CFO Aditya Mittal, Lakshmi Mittal’s son, said on a conference call last month that the industry has “room to do better” on supply discipline, while ThyssenKrupp said industry price discipline was “weak.”
Mittal Versus Chinese
ArcelorMittal “gives one the impression that there is a relatively high degree of consolidation,” Georges said. “The truth is that one big guy can’t change the logic of the industry. What does change it is when you have an oligopoly of three or four guys.”Under Mittal, the 61-year-old chairman and chief executive who began his industrial career in his parents’ steel company, the company trimmed output about 20 percent from the 116 million metric tons produced in 2007, while Chinese mills have more than doubled volumes since 2004 to 684 million tons last year.
Global steel sales totaled about $960 billion in 2010, according to a report by Research & Markets, a Dublin-based research company.
Rio Tinto (RIO), Vale and BHP posted record operating profit last year, driven by earnings from their iron-ore units. Steelmakers have struggled to adapt to changes in raw-material pricing introduced two years ago as mining companies ended a decades-old system of annual contract talks in favor of quarterly accords or spot pricing.
‘Upper Hand’
That means steelmakers have lost the ability to negotiate the price of their biggest cost base, eroding margins as too much steelmaking capacity and competition for sales makes it difficult to pass on cost increases to their customers.“There’s no doubt that having three guys controlling the world’s low-cost iron ore means that they have the upper hand,” said Georges. “They can accelerate or slow down their supplies and they will dictate the price level.”

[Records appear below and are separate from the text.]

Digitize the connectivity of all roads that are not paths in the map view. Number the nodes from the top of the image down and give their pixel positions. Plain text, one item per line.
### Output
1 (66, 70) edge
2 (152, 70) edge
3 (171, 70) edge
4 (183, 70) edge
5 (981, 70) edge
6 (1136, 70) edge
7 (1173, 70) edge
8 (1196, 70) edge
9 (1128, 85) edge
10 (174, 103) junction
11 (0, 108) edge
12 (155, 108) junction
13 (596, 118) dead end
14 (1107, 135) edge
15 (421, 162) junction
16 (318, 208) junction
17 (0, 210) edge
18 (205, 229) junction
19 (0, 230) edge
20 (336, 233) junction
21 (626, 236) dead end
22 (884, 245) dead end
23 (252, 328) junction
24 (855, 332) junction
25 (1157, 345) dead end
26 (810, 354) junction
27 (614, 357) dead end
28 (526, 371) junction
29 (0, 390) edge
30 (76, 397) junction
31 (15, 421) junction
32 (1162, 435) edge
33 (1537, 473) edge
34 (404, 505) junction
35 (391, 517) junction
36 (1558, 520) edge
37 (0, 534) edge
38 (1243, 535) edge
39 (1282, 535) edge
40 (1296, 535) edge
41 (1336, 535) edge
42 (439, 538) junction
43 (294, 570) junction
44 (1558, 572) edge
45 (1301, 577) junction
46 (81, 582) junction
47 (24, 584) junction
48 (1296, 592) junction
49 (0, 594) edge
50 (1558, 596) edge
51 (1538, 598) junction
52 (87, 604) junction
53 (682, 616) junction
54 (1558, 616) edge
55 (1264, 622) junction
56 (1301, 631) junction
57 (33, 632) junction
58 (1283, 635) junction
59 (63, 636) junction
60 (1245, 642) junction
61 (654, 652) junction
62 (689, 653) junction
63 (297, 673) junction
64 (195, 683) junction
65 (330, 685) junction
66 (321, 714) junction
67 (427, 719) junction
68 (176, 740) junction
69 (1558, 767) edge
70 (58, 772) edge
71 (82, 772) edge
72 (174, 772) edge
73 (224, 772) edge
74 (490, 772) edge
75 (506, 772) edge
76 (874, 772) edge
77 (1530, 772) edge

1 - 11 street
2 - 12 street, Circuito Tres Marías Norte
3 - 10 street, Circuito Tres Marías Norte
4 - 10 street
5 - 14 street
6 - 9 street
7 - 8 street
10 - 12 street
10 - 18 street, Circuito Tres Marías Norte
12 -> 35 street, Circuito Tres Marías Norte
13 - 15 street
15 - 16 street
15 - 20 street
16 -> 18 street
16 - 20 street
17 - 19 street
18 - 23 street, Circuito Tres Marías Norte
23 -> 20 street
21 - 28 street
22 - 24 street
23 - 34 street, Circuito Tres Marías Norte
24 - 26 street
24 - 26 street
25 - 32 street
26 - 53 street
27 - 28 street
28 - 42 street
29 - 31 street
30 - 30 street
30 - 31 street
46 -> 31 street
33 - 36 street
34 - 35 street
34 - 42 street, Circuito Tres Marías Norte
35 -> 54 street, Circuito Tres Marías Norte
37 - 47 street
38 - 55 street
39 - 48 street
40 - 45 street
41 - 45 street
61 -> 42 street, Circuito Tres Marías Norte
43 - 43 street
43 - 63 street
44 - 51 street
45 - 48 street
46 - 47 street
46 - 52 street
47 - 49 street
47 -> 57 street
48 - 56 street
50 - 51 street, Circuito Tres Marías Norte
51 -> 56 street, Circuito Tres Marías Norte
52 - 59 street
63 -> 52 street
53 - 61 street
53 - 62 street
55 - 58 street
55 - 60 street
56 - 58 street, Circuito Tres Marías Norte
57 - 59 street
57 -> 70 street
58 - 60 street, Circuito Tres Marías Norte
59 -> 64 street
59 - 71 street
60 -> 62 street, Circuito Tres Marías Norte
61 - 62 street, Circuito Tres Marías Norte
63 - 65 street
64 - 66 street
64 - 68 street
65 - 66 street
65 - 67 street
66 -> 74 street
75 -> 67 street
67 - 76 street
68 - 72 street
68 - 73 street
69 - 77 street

To be sure, ArcelorMittal has focused on buying and building its own iron-ore and coal mines to reduce dependence on the biggest producers. The company plans to produce 100 million tons by 2015, up from 54 million tons last year, as it taps mining assets in countries including Canada, Brazil and Liberia.
Input Costs
“Steel production is essentially a conversion business now, and the days when raw materials made up only 30 percent to 35 percent of costs, compared to 75 percent to 80 percent now, are long gone,” Macquarie Group said in a May 14 report. Given weak demand and overcapacity, “the coming months and even years are set to see relatively tepid price action and thin steelmaker margins.”ArcelorMittal’s average steel selling price at its Flat Carbon Europe unit, the company’s biggest business by sales, was $861 a ton in the first quarter, down from $928 a year earlier. The unit reported earnings before interest, tax, depreciation and amortization of $17 a ton in the first three months of 2012, down from $64 a year earlier.
European steelmakers have lost about three-quarters of their value from the industry’s pre-crisis peak in 2008. That compares with a 35 percent decline by the automakers from a 2007 high, and a 48 percent drop for mining companies from a 2008 peak, based on the Bloomberg World Auto Manufacturers and Bloomberg World Mining indexes.
“Unfortunately they are just the price taker in this, with customers who are very consolidated and suppliers who are probably the biggest oligopoly in the world,” said Cahill. “It’s hard to know what is going to change.”